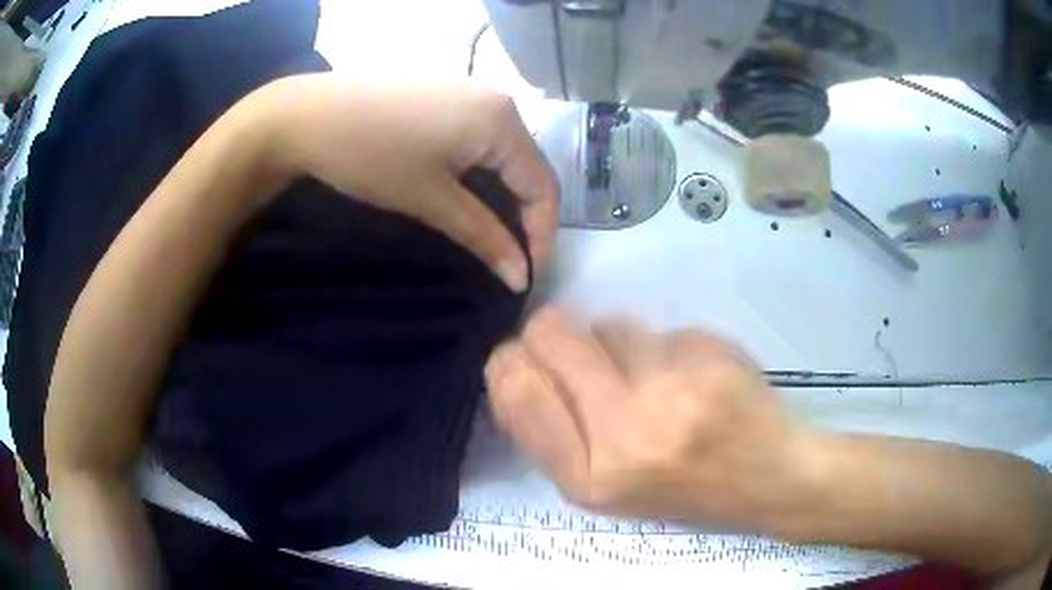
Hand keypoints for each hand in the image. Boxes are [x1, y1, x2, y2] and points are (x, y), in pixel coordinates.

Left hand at [256, 74, 558, 290]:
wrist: (306, 115)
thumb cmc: (369, 155)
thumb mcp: (430, 199)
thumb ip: (484, 236)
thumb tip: (521, 279)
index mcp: (503, 120)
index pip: (543, 187)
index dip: (541, 237)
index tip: (524, 279)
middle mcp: (498, 101)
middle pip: (527, 170)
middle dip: (523, 219)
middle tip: (508, 261)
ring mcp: (471, 94)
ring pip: (504, 157)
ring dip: (502, 199)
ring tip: (489, 237)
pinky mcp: (447, 98)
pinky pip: (481, 142)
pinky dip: (481, 176)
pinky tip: (467, 197)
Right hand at [485, 308, 820, 532]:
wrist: (769, 482)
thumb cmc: (684, 491)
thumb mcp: (604, 488)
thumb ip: (555, 433)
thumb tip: (518, 363)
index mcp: (587, 479)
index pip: (516, 390)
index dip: (512, 360)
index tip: (525, 355)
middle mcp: (623, 437)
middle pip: (553, 335)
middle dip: (557, 331)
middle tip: (583, 348)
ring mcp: (671, 393)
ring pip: (611, 325)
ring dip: (623, 343)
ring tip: (656, 380)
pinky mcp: (709, 359)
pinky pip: (662, 328)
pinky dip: (669, 346)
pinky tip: (695, 378)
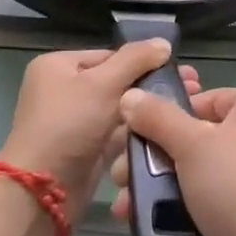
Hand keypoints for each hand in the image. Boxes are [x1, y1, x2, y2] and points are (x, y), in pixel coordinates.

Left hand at [0, 42, 198, 221]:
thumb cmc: (68, 126)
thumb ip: (135, 60)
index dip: (145, 61)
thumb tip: (163, 42)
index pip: (110, 55)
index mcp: (58, 66)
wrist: (42, 192)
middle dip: (152, 85)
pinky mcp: (86, 149)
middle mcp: (64, 90)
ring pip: (120, 109)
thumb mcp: (102, 84)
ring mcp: (75, 122)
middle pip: (116, 81)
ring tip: (187, 109)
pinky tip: (169, 130)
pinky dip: (139, 132)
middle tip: (193, 88)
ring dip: (149, 110)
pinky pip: (117, 134)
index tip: (183, 71)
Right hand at [112, 86, 235, 235]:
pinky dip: (181, 205)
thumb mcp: (192, 146)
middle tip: (120, 178)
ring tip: (126, 206)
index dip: (163, 117)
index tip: (133, 140)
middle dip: (152, 158)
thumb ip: (158, 117)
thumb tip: (130, 95)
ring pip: (196, 169)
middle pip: (193, 135)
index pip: (199, 99)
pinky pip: (210, 196)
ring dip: (159, 185)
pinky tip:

▶ **EXERCISE**:
Print everything from the line with "pinky dip: (481, 176)" down to the line with "middle pip: (193, 135)" in the entries above, both lines included and nothing more, without the pictures.

▶ **PROBLEM SOLUTION**:
pinky dip: (481, 176)
pinky tip: (467, 197)
Right hand at [485, 308, 820, 532]:
wrist: (769, 482)
thumb cmc: (684, 491)
thumb mcp: (604, 488)
thumb ip: (555, 433)
thumb tip: (518, 363)
index mcp: (587, 479)
index pip: (516, 390)
index dip: (512, 360)
index tip: (525, 355)
middle mcp: (623, 437)
middle pip: (553, 335)
middle dip: (557, 331)
middle tip: (583, 348)
ring mcp: (671, 393)
ring pip: (611, 325)
ring dip: (623, 343)
ring tip: (656, 380)
pinky mcp: (709, 359)
pinky pip: (662, 328)
pinky dip: (669, 346)
pinky tip: (695, 378)
Hand keypoints for each hand in the image. Boxes are [x1, y1, x2, y2] and points are (x, y), in pixel coordinates.

Left hand at [0, 42, 198, 221]:
thumb cmc: (68, 126)
thumb ip: (135, 60)
index dip: (145, 61)
thumb tip: (163, 42)
index pip: (110, 55)
index mcp: (58, 66)
wrist: (42, 192)
middle dip: (152, 85)
pinky mcp: (86, 149)
middle mcp: (64, 90)
ring pip: (120, 109)
thumb mcp: (102, 84)
ring mcp: (75, 122)
middle pip: (116, 81)
ring tip: (187, 109)
pinky tip: (169, 130)
pinky dip: (139, 132)
middle tip: (193, 88)
ring dip: (149, 110)
pinky pip: (117, 134)
index tip: (183, 71)
Right hand at [112, 86, 235, 235]:
pinky dip: (181, 205)
thumb mcp: (192, 146)
middle tip: (120, 178)
ring tip: (126, 206)
index dip: (163, 117)
index tip: (133, 140)
middle dip: (152, 158)
thumb ip: (158, 117)
thumb tip: (130, 95)
ring pip: (196, 169)
middle pip: (193, 135)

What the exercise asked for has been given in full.